Using a simple index on the columns required (Year and Month) should greatly improve either a DISTINCT, or GROUP BY Query.

I would not go with a secondary table as this adds extra over head to maintaining the secondary table (inserts/updates deletes will require that you validate the secondary table)

EDIT:

You might even want to consider using Improving Performance with SQL Server 2005 Indexed Views


Make sure to have an Clustered Index on those columns. and partition your table on these date columns an place the datafiles on different disk drives I Believe keeping your index fragmentation low is your best shot.

I also Believe having a physical view with the desired select is not a good idea, because it adds Insert/Update overhead. on average there's 3,5 insert's per minute. or about 17 seconds between each insert (on average please correct me if I'm wrong)

The question is are you selecting more often than every 17 seconds? That's the key thought. Hope it helped.


Use a 'Materialized View', also called an 'Indexed View with Schema Binding', and then index this view. When you do this SQL server will essentially create and maintain the data in a secondary table behind the scenes and choose to use the index on this table when appropriate.

This is similar to what your co-worker suggested, the advantage being you won't need to add logic to your query to take advantage of it, SQL Server will do this when it creates a query plan and SQL Server will also automatically maintain the data in the Indexed View.

Here is how you would accomplish this: create a view that returns the distinct [month] [year] values and then index [year] [month] on the view. Again SQL Server will use the tiny index on the view and avoid the table scan on the big table.

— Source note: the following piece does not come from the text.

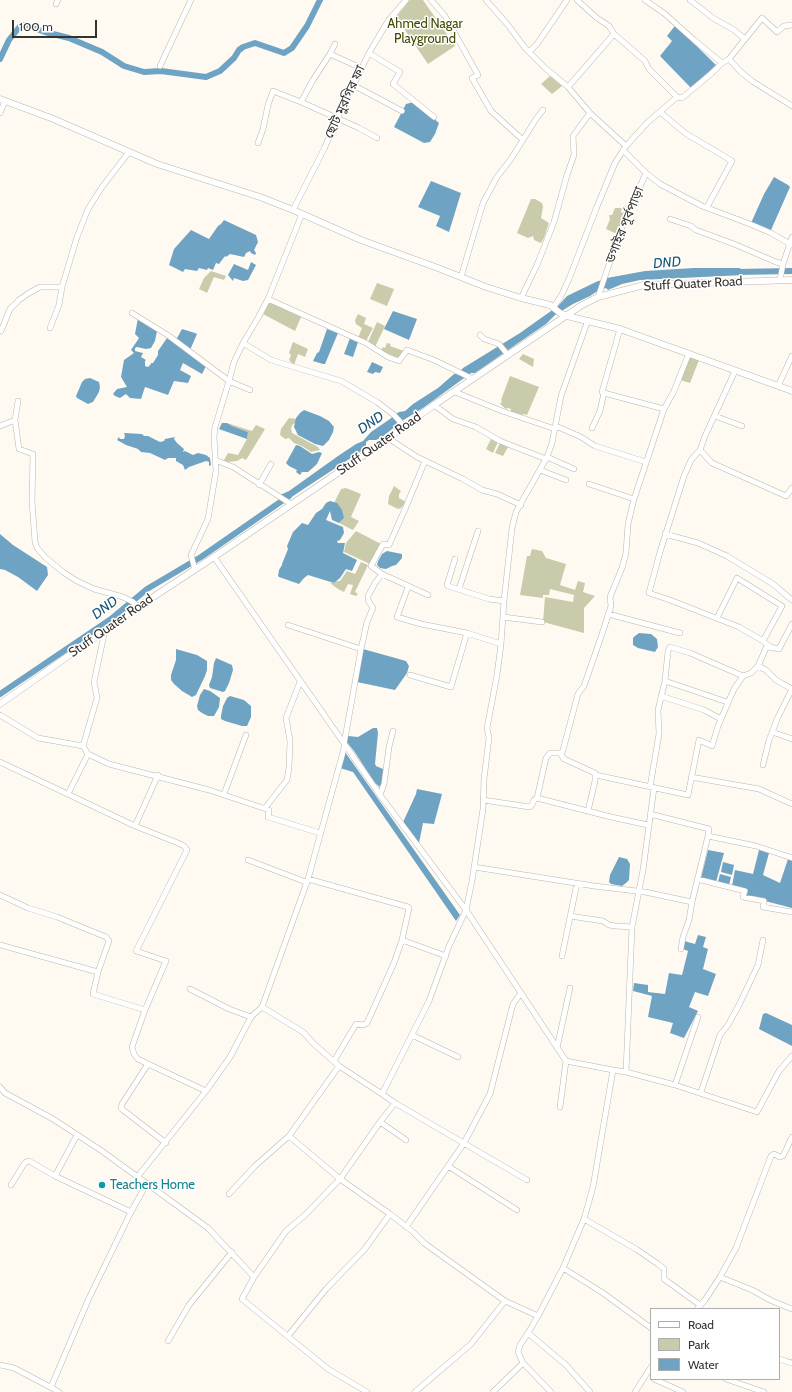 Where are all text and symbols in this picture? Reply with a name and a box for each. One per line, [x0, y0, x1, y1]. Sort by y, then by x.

Because SQL server will not let you index a view with the DISTINCT keyword, instead use GROUP BY [year],[month] and use BIG_COUNT(*) in the SELECT. It will look something like this:

CREATE VIEW dbo.vwMonthYear WITH SCHEMABINDING
AS

   SELECT
     [year],
     [month],
     COUNT_BIG(*) [MonthCount]
   FROM [dbo].[YourBigTable]
   GROUP BY [year],[month]
GO

CREATE UNIQUE CLUSTERED INDEX ICU_vwMonthYear_Year_Month 
   ON [dbo].[vwMonthYear](Year,Month)

Now when you SELECT DISTINCT [Year],[Month] on the big table, the query optimizer will scan the tiny index on the view instead of scanning millions of records on the big table.

SELECT DISTINCT
   [year],
   [month]
FROM YourBigTable

This technique took me from 5 million reads with an estimated I/O of 10.9 to 36 reads with an estimated I/O of 0.003. The overhead on this will be that of maintaining an additional index, so each time the large table is updated the index on the view will also be updated.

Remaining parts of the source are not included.